The threat of apples


I was just trying to be honest. I was in Toronto, clearing customs on my way back to Kingston via Miami. Fueled by a little paranoia and a healthy respect for immigration regulations, I answered honestly when the U.S. customs agent asked if I had any food.

“Yes,” I said, “my lunch, some bread and an apple,” I managed to say. “You will have to have the apple inspected,” she said sternly. I have had food confiscated before because of security requirements (yoghurt is apparently a risk over three ounces), but never because of NAFTA or some obscure trade regulation.

So I ventured off to the inspection area (behind some double doors), where three male agents were standing behind different stations. A Spanish-speaking woman was being questioned while a man in a grey suit attempted to steer a luggage cart with several suitcases to another agent.

I waited awhile and no one acknowledged my presence. So I walked up to a free agent and asked if he could inspect my apple. He did and promptly told me I would have to throw it out because it didn’t have a sticker indicating that it is either from Canada or the U.S. My poor apple was then dumped in a cardboard box with a lot of other sad-looking food. I was surprisingly upset: it looked like a delicious apple!
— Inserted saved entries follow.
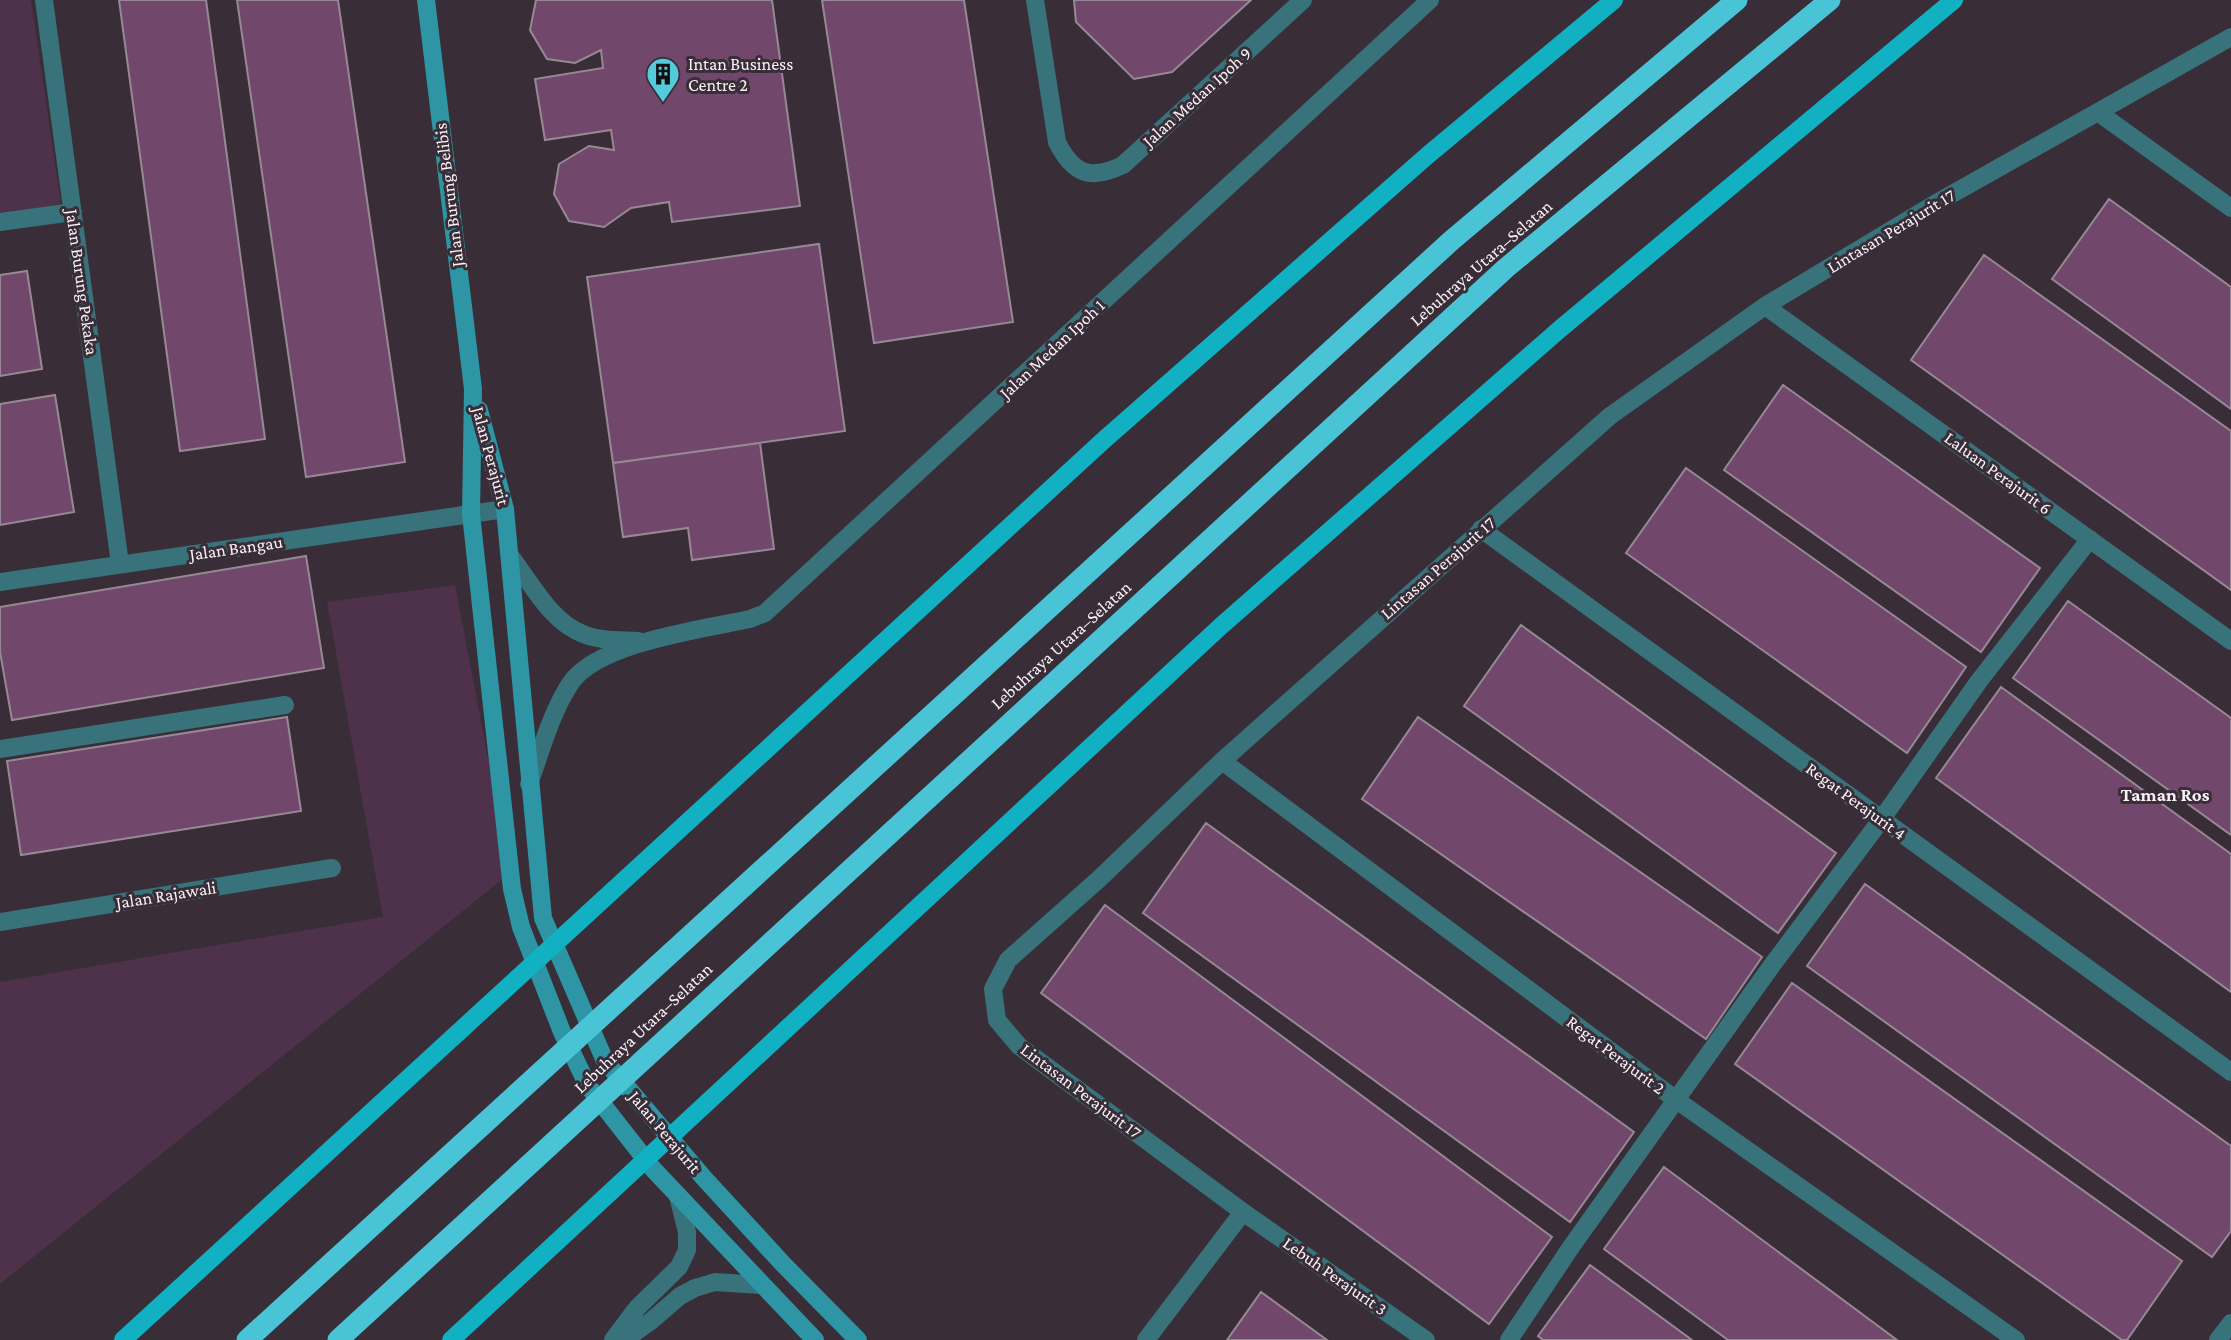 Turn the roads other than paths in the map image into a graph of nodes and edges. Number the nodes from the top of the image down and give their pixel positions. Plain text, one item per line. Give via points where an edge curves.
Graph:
1 (44, 0) edge
2 (426, 0) edge
3 (1035, 0) edge
4 (1303, 0) edge
5 (1430, 0) edge
6 (1614, 0) edge
7 (1737, 0) edge
8 (1830, 0) edge
9 (1954, 0) edge
10 (2231, 37) edge
11 (2099, 113) junction
12 (2231, 208) edge
13 (73, 212) junction
14 (0, 222) edge
15 (1765, 306) junction
16 (473, 389) junction
17 (505, 509) junction
18 (471, 514) junction
19 (1481, 529) junction
20 (2090, 539) junction
21 (511, 557) junction
22 (120, 564) junction
23 (0, 582) edge
24 (2231, 641) edge
25 (645, 642) junction
26 (285, 705) dead end
27 (0, 749) edge
28 (1222, 761) junction
29 (529, 784) junction
30 (1881, 820) junction
31 (332, 868) dead end
32 (0, 922) edge
33 (2231, 1072) edge
34 (1675, 1099) junction
35 (678, 1196) junction
36 (1243, 1212) junction
37 (761, 1285) junction
38 (2231, 1323) edge
39 (124, 1340) edge
40 (247, 1340) edge
41 (338, 1340) edge
42 (451, 1340) edge
43 (613, 1340) edge
44 (624, 1340) edge
45 (815, 1340) edge
46 (858, 1340) edge
47 (1146, 1340) edge
48 (1426, 1340) edge
49 (1509, 1340) edge
50 (2016, 1340) edge
51 (2218, 1340) edge

1 - 13 street, Jalan Burung Pekaka
2 - 16 street, Jalan Burung Belibis
3 - 4 street, Jalan Medan Ipoh 9 via 1057,142 1066,161 1083,172 1104,174 1123,165
5 - 25 street, Jalan Medan Ipoh 1 via 771,608 757,617
6 - 39 main road via 1428,155 1116,430
7 - 40 highway, Lebuhraya Utara–Selatan via 1452,240
8 - 41 highway, Lebuhraya Utara–Selatan via 1506,268
9 - 42 main road via 1560,329 1231,617
10 - 11 street, Lintasan Perajurit 17
11 - 12 street
11 - 15 street, Lintasan Perajurit 17
13 - 14 street
13 - 22 street, Jalan Burung Pekaka
15 - 19 street, Lintasan Perajurit 17 via 1610,416
15 - 20 street, Laluan Perajurit 6
16 - 17 street, Jalan Perajurit
16 - 18 street, Jalan Perajurit
17 - 18 street, Jalan Bangau
17 - 21 street, Jalan Perajurit
18 - 22 street, Jalan Bangau
18 - 35 street, Jalan Perajurit via 512,889 521,926 588,1086
19 - 28 street, Lintasan Perajurit 17
19 - 30 street, Regat Perajurit 4
20 - 24 street, Laluan Perajurit 6
20 - 30 street via 1979,681
21 - 25 street, Jalan Medan Ipoh 1 via 565,625 601,639
21 - 29 street, Jalan Perajurit
22 - 23 street, Jalan Bangau
25 - 29 street, Jalan Medan Ipoh 1 via 585,666 570,682
26 - 27 street
28 - 34 street, Regat Perajurit 2
28 - 36 street, Lintasan Perajurit 17 via 1008,960 993,989 997,1020 1019,1046
29 - 46 street, Jalan Perajurit via 543,918 605,1061 703,1177
30 - 33 street, Regat Perajurit 4
30 - 34 street
31 - 32 street, Jalan Rajawali
34 - 49 street
34 - 50 street, Regat Perajurit 2
35 - 37 street, Jalan Perajurit
35 - 43 street via 687,1250 679,1267 637,1308
36 - 47 street
36 - 48 street, Lebuh Perajurit 3
37 - 44 street via 732,1281 695,1287
37 - 45 street, Jalan Perajurit
38 - 51 street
Then I got to thinking: these arcane, obscure and complex rules are drafted by international trade lawyers and bureaucrats in some office or at a summit with the best of intentions. Perhaps to protect local farmers or encourage trade, and here is how they are manifested. Good food literally becomes garbage, doing no good to no one except the vendors.

Is this how the politicians and bureaucrats envision success when these trade deals are signed at press conferences? I tried to do a bit of research and have come up short. Some web sites tell me you are allowed to bring in fruit from November to April, while other say it is prohibited at all times. Who knew there were so many rules? I ended up buying another apple on the other side, which was rotten in the middle, by the way, and sure enough, it bore a sticker saying it was the product of the U.S.

In any case, this incident served to remind me of the disconnect between the bureaucracy and the human beings who are ensnared in it, despite all good intentions.

4 thoughts on “The threat of apples

  1. Does this really have to do with trade deals? Countries like Australia are incredibly rigid and impose heavy fines for these things, because they are afraid of diseases being brought in that will affect their agriculture. They don’t allow any kind of food from anywhere. You also have to walk across something that sort of cleans your shoes and must declare if you have been on a farm. You have to declare all food of any kind. We took coffee there and were lucky we got through with it.